İş sözleşmesini askerlik nedeniyle feshedilmesi halinde Sosyal Güvenlik Kurumuna işten ayrılış kodu "12 - Askerlik" olarak bildirilecektir. Askerlik nedeniyle iş sözleşmesinin feshedilmesi sürecinde ihbar sürelerine uyulmasına gerek olmadığından ihbar tazminatı gündeme gelmeyecektir.
Bir diğer önemli husus askere gidecek olan erkek çalışanın iş sözleşmesini ne kadar süre önceden askerlik nedeniyle feshedebileceğidir. Bu sürenin belirlenmesinde Yargıtay tarafından makul süre yorumu yapılmaktadır.
Örnek Yargıtay kararı, "İşçinin işten ayrıldığı tarih ile askere sevk arasında geçen iki ay sekiz günlük süre muvazzaf askerlik nedeniyle fesih için makul süre olarak değerlendirilmelidir." (Yargıtay 22. HD. 05.11.2018 gün, 2017/16386 E, 2018/23401 Κ.) şeklindedir. Bu doğrultuda 2 ay 8 gün makul süre olarak kabul edilebilir.

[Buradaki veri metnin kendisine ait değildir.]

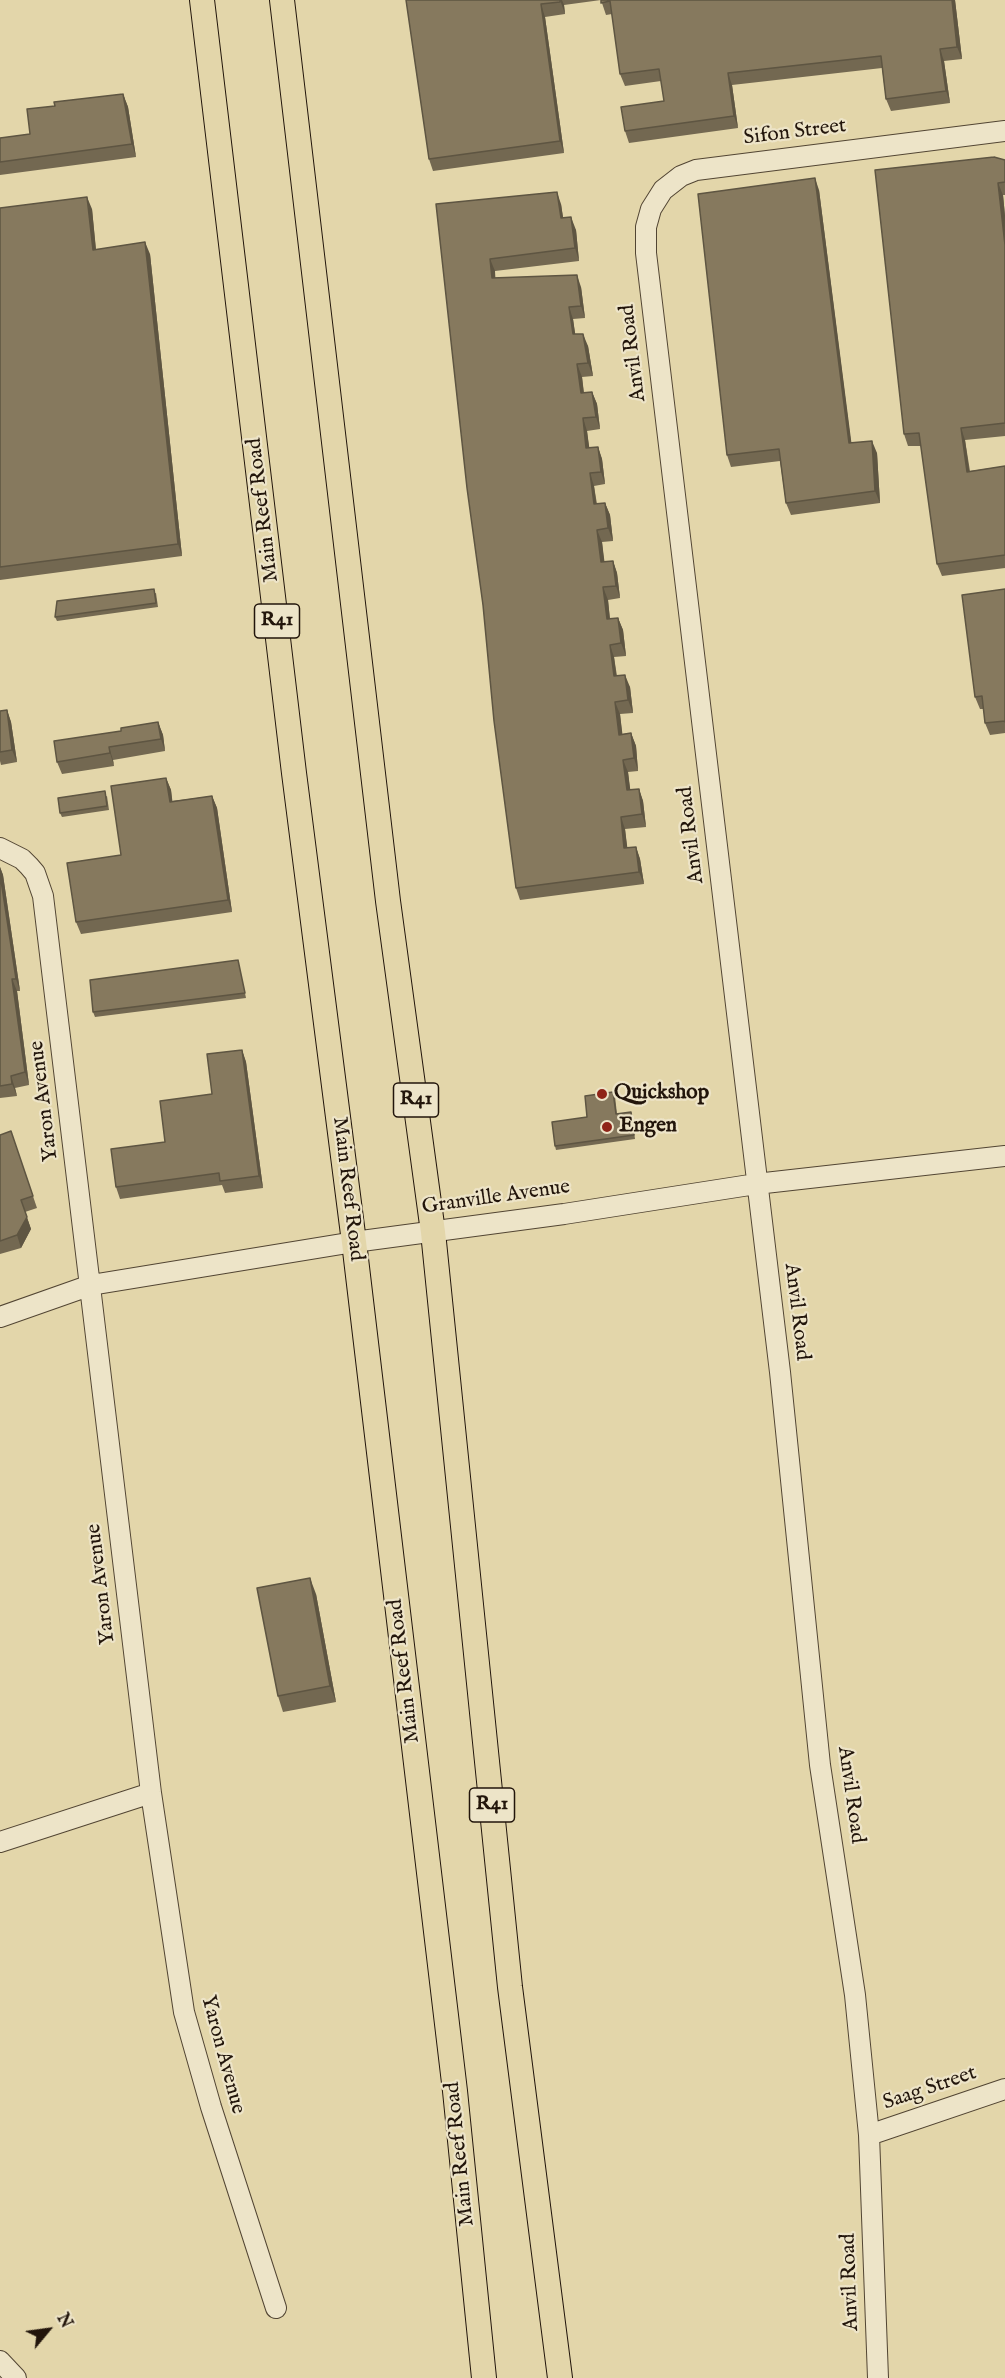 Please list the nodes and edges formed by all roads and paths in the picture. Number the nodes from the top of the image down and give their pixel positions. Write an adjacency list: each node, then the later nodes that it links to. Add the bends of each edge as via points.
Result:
1 (202, 0): 9 (main road, Main Reef Road / R41)
2 (282, 0): 8 (main road, R41, via 388,901)
3 (1005, 131): 4 (street, Sifon Street, via 696,170 671,183 657,198 646,226)
4 (646, 253): 7 (street, Anvil Road)
5 (6, 851): 10 (street, Yaron Avenue, via 22,859 35,873 43,896)
6 (1005, 1156): 7 (street, Granville Avenue)
7 (756, 1184): 8 (street, Granville Avenue); 15 (street, Anvil Road, via 780,1372 820,1766 855,1995)
8 (433, 1232): 9 (street, Granville Avenue); 20 (main road, R41, via 510,1987)
9 (354, 1242): 10 (street, Granville Avenue); 19 (main road, Main Reef Road / R41, via 453,2079)
10 (91, 1285): 11 (street, Granville Avenue); 12 (street, Yaron Avenue)
11 (0, 1317)
12 (151, 1792): 13 (street); 16 (street, Yaron Avenue, via 184,2012)
13 (0, 1842)
14 (1005, 2089): 15 (street, Saag Street)
15 (869, 2135): 21 (street, Anvil Road)
16 (276, 2308)
17 (0, 2361): 18 (street)
18 (16, 2378)
19 (484, 2378)
20 (560, 2378)
21 (878, 2378)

Diğer yandan "Davacı fesihte askerlik nedenine dayanmış ise de fesihten yaklaşık 4 ay sonra askere sevk edilmekle, feshin askerlik sebebiyle yapıldığı kabul edilemez." (Yargıtay 9.HD. 14.09.2020 gün, 2020/1756 E, 2020/7557 Κ.) şeklinde Yargıtay kararı da bulunmaktadır. Bu bağlamda işçinin iş sözleşmesini askerlik nedeniyle feshetmesinden 4 ay sonra askere sevk edilecek olması makul süre olarak değerlendirilmemekte ve gerçekleştirilen feshin askerlik nedeniyle olmadığı kabul edilmektedir.